For the Seahawks, who lost to the 49ers at Levi’s Stadium on Sunday, one of the external factors that they had to deal with was the quality of the playing surface.

“It wasn’t great,” Seattle coach Pete Carroll told reporters on Monday. “It wasn’t great. There were guys slipping all over the place and you could see guys in pass protection, you could see guys on field goal protection sticking their cleats in the ground and it was moving. It’s the same on both sides of the ball, though. They’re subject to the same turf that we are, so there’s no reason to complain about it. It just is what it is. It was a factor.”

The condition of the field wasn’t a surprise to Carroll.

“I thought it was going to be that way,” he said. “I told them it was going to be really lousy and then when we got out there in pregame, it looked like a pretty good turf. They had redone the middle part of it and all that a couple of weeks ago and it felt like it was going to be a good turf but it didn’t work out that way. You could see guys couldn’t dig in. It was just kind of == we were prepared for it. We were prepared for it to be a difficult turf, and it still was a factor. We were comparing it to what we expected in London [against the Raiders]. We had heard a lot about the turf [and how it] was going to be bad and we felt like we hung in there pretty good [in London]. We did all the same preparations and all of that.
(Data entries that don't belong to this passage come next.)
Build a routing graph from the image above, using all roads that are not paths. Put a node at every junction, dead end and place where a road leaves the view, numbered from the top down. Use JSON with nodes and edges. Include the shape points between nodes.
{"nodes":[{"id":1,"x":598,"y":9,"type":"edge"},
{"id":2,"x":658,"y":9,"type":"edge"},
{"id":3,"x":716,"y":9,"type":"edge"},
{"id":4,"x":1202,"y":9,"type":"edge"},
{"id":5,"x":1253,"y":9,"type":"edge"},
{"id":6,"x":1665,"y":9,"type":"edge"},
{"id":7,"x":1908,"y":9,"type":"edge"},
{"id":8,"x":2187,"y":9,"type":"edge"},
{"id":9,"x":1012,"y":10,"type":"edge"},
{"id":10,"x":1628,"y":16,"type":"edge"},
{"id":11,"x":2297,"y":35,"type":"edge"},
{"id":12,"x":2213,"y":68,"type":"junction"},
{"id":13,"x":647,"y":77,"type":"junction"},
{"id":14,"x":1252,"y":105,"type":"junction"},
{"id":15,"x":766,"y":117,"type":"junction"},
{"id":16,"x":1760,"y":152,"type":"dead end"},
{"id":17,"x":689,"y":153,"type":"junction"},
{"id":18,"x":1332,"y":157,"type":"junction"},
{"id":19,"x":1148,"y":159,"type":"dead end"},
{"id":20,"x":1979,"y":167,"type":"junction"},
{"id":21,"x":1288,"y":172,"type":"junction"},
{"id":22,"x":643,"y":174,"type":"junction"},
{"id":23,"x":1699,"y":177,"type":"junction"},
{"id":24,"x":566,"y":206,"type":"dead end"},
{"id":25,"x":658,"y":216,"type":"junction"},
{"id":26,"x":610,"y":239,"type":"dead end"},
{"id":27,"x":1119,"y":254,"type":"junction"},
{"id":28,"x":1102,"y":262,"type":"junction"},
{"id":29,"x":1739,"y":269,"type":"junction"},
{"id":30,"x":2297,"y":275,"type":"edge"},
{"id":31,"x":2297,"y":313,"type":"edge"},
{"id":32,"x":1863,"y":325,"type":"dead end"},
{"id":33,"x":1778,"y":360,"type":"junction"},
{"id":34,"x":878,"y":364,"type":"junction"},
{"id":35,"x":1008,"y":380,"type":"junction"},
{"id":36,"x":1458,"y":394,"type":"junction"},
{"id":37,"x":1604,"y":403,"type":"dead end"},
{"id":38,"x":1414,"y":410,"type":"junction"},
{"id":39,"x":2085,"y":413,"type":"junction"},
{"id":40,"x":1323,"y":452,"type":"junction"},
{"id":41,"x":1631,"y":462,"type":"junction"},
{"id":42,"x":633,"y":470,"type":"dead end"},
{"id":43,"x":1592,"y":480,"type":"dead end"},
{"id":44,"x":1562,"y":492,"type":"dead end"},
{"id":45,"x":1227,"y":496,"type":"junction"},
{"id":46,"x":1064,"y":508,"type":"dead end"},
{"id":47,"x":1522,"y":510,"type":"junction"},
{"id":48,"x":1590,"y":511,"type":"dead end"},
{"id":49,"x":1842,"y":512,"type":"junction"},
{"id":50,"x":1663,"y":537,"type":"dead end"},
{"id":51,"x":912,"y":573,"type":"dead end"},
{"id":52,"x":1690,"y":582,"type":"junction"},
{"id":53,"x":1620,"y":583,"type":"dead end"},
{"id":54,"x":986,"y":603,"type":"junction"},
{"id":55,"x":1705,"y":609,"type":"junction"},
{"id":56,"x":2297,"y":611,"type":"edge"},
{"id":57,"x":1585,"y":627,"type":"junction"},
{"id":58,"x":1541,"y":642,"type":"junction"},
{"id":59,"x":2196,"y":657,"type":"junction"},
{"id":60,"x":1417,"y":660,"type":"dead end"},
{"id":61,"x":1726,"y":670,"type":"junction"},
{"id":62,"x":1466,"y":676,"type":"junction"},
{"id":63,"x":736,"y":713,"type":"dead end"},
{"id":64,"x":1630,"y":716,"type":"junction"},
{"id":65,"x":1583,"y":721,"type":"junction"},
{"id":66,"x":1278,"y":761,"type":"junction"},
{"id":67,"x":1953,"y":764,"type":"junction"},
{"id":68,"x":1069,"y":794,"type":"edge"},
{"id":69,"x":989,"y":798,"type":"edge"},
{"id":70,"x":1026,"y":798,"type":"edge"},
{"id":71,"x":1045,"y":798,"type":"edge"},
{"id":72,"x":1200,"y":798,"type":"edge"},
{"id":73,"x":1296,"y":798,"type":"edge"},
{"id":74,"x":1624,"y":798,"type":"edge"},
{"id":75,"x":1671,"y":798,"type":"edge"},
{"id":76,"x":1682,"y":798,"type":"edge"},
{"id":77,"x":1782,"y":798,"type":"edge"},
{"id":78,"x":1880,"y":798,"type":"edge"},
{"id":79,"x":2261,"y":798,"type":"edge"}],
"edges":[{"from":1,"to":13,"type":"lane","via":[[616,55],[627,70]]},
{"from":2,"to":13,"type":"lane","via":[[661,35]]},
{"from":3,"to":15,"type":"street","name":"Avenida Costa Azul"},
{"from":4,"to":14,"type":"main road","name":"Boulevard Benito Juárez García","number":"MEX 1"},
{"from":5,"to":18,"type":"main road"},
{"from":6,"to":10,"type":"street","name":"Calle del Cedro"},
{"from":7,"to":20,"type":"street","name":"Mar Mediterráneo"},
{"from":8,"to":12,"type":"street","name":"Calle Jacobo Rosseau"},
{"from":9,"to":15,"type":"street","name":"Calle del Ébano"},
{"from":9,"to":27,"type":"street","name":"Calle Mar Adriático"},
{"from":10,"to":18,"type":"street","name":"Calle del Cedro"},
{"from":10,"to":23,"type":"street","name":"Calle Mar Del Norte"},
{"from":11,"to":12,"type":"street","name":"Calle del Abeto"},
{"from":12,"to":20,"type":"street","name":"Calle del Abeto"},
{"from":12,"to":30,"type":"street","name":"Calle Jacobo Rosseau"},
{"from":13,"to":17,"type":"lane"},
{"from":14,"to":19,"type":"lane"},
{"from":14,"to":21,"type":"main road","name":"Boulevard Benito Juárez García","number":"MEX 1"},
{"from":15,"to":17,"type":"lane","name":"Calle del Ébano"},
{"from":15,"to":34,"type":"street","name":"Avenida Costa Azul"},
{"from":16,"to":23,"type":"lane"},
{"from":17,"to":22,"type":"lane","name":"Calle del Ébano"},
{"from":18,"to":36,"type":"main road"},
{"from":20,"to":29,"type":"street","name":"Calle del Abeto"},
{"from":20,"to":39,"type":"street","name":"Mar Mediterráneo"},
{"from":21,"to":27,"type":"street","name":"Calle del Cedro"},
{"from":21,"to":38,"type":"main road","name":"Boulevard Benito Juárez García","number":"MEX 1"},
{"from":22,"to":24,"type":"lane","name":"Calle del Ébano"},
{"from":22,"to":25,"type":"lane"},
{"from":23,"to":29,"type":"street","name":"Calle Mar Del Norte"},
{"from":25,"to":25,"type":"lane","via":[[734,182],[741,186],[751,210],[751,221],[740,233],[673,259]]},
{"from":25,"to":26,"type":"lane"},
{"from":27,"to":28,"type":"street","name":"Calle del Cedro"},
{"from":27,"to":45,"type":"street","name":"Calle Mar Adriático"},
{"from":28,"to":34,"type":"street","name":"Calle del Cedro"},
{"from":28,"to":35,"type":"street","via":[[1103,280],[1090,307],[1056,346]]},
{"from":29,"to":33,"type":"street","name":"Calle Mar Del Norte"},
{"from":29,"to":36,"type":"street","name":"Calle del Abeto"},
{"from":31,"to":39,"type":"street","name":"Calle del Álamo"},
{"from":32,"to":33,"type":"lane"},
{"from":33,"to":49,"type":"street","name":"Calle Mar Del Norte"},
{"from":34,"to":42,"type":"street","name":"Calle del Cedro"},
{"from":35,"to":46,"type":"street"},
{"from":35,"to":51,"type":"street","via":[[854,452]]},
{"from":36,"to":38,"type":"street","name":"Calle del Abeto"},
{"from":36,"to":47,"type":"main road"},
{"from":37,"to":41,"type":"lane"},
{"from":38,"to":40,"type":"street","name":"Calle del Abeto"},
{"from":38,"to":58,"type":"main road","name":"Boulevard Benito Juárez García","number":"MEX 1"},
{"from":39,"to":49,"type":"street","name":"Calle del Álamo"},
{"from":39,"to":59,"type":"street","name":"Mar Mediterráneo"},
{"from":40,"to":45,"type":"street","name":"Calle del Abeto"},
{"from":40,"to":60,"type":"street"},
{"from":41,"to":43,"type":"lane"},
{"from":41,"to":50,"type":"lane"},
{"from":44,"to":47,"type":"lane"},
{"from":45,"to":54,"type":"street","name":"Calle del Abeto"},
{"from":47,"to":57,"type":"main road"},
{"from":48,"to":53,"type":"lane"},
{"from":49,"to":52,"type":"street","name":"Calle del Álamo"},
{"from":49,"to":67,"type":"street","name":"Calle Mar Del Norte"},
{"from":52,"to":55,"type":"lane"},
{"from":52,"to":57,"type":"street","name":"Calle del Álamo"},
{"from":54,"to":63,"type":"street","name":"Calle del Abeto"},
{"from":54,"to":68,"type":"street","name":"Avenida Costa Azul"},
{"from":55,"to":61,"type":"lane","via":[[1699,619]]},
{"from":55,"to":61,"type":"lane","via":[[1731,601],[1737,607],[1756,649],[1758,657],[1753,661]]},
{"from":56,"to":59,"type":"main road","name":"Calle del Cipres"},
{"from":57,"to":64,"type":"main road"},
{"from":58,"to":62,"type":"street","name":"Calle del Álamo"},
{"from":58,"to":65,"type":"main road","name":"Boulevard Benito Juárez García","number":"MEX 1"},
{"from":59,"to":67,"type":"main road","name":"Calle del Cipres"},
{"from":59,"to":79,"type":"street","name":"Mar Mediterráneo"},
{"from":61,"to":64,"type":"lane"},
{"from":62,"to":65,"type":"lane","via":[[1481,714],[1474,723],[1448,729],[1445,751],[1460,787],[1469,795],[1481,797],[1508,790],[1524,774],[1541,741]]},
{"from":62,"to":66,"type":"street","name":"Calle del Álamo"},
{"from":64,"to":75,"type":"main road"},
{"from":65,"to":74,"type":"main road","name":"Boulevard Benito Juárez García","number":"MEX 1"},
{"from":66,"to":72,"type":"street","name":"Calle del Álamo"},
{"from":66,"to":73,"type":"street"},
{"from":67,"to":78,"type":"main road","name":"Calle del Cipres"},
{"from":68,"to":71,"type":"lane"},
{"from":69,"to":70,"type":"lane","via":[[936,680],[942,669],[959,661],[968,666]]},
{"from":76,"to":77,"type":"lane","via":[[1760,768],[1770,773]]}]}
I don’t know if it was any worse, it just looked like it was an issue at times.”

Again, these comments can be perceived as complaining or excuse-making (even though Carroll said there’s no reason to complain). But if there was indeed an issue with the field, it’s another example of billion-dollar franchises with multi-million-dollar investments in their players not doing everything in their power to ensure that the players will be both as safe as possible and also able to perform to the highest level of their God-given abilities. And yet some of these billion-dollar franchises still tolerate subpar playing fields, and the league continues to allow them to.

It really shouldn’t be that difficult. For whatever reason, it continues to be. And that’s one of the things the NFL should put at the top of the list of league-wide priorities: Clear and inflexible requirements for the quality of playing surfaces, with an understanding that, if a team can’t provide an adequate natural or hybrid turf, then a standard artificial playing surface will be used.

Most players prefer real grass to fake. But while a good grass field is better than the best fake field, a good fake field is better than a bad real one. And based on comments like those from Carroll it continues to be abundantly clear that the NFL isn’t doing enough to ensure that footing isn’t a factor in situations where there’s no snow, ice, or torrential rain.